# OCD-ni Vs. 1991 300SL Barn Find to Show Queen Part 1



## Ronnie (Nov 15, 2006)

Well this detail is a started as a bit of a nightmare. The car in Question is a 1991 Mercedes Benz 300SL in solid red. The Car has been sitting in a garage for the past 10 years and has not driven in the past 5 years only to be started, driven out, washed using a brush and then returned to the garage for another 6 months. When I collected the car the wheels were badly flat spotted so 4 new tyres had to be purchased before moving anywhere. The car was very badly marked with hundreds of deep RDS with tens of them on each panel. The paint was also very dull and some rust spotting had broken out on both front wings. So a challenge was set. This car was to be made as pristine as possible without making use of the paint shop (yet anyhow). This is going to be a challenge as I can honestly say it's the worst condition of paint I have worked on yet.

Just as a footnote. This will be continued in a second post as the car has been invited to attend the Annual Mercedes and Porsche National day as a result of the pictures. The Competition will be on the 5th June so I have a lot more replacing of parts etc to finish before then thank goodness Mercedes keep stock right back to the 1930's

Here is the before pictures of the car just after it arrived Clean with a bit of shine. 
Now time for the OCD magic to take over:





































Stage 1 Cleaning.

Car washed using a 1 bucket method as it is in for full correction and I personally I feel my wash process allows me to do this. Method used
•	Car pre-soaked in citrus degreaser. Then my own blend of citrus prewash snow foam applied and left to dwell. 
•	Car rinsed and refoamed with PH neutral snow foam again using my new snow foam blend.
•	Rinsed then sprayed with Tardis a panel at a time to remove tar. Then rinsed.
•	The car was then jacked up to remove wheels and do arches but the nuts had been tightened using an impact gun and would not budge not even with the breaker bar so to avoid damage I left them on and climbed under to was the back of the wheels. Then washed the wheel arched removed all mud and tar and years of greasy deposits to leave them shiny and new looking
•	Refoamed and washed with my trusty noodle mitt and Megs gold class I my bucket all horizontal panels first then vertical panels starting at the top and working round. Next up door shuts then bumpers washed and finally the side skirts.
•	Next up I retreated the car with tardis and used a foam pad to work any stubborn areas.
•	Refoamed and rewashed to remove all residue.
•	Next was the clay stage. I am using bilt hambre Autoclay. I think this stuff is simply amazing and much better than any other clay I have tried.

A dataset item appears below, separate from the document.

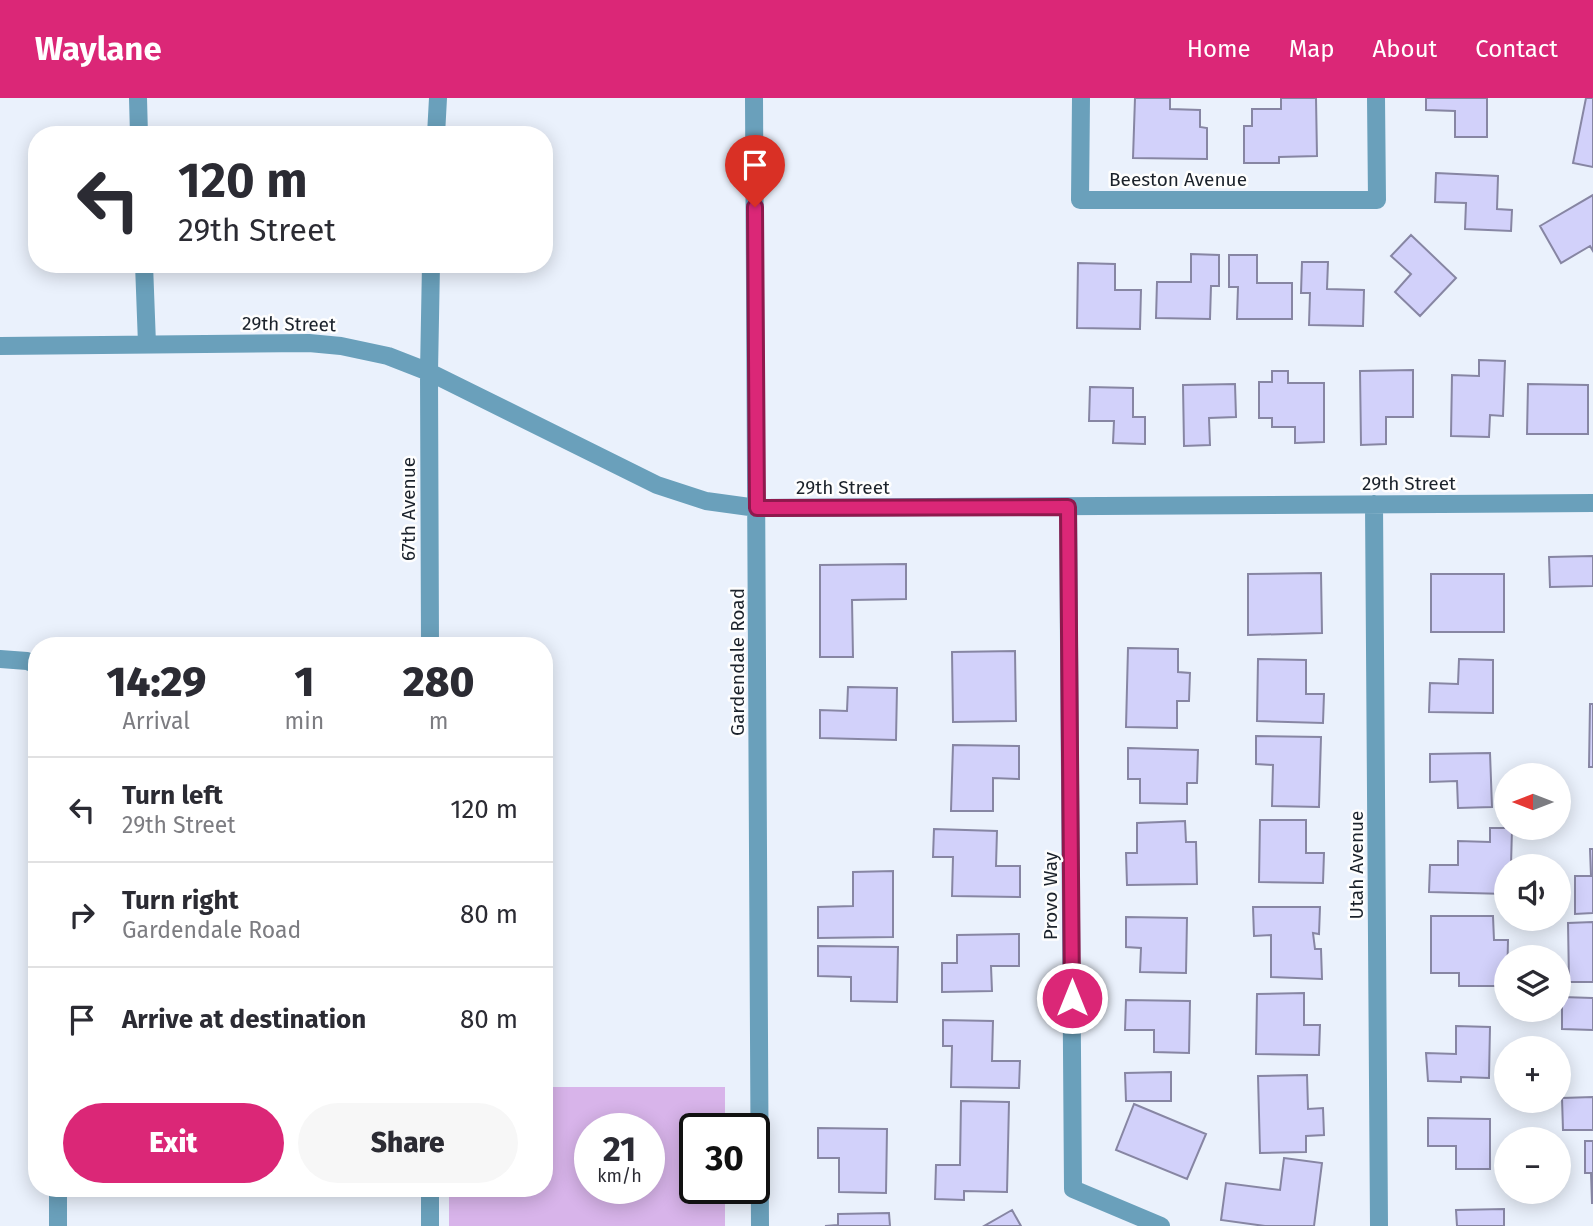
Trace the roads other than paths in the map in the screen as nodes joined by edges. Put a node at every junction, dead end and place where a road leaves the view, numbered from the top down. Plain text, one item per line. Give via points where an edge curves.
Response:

After claying the car was relatively free from contamination which makes a nice change.

The car was given one final wash to remove all remaining crud. The car was then pulled into the garage and dried off ready for initial inspection.

A few process pics:
































































Stage 2 Assessing the "damage" and highlighting areas of concern.

The paint was fully measured with an average thickness of 160microns. However the bumpers wings and boot have all seen paint. The wings have bad orange peel from the repaint but also have rust blistering so full correction is not going to be possible so a happy medium and a lot of water will be needed to keep things cool.

RDS RDS RDS did I mention RDS!!!! This car is virtually covered in hundreds of deep marks so this is going to be fun. Also there was some rust blistering on the front wings and a few scrapes as well.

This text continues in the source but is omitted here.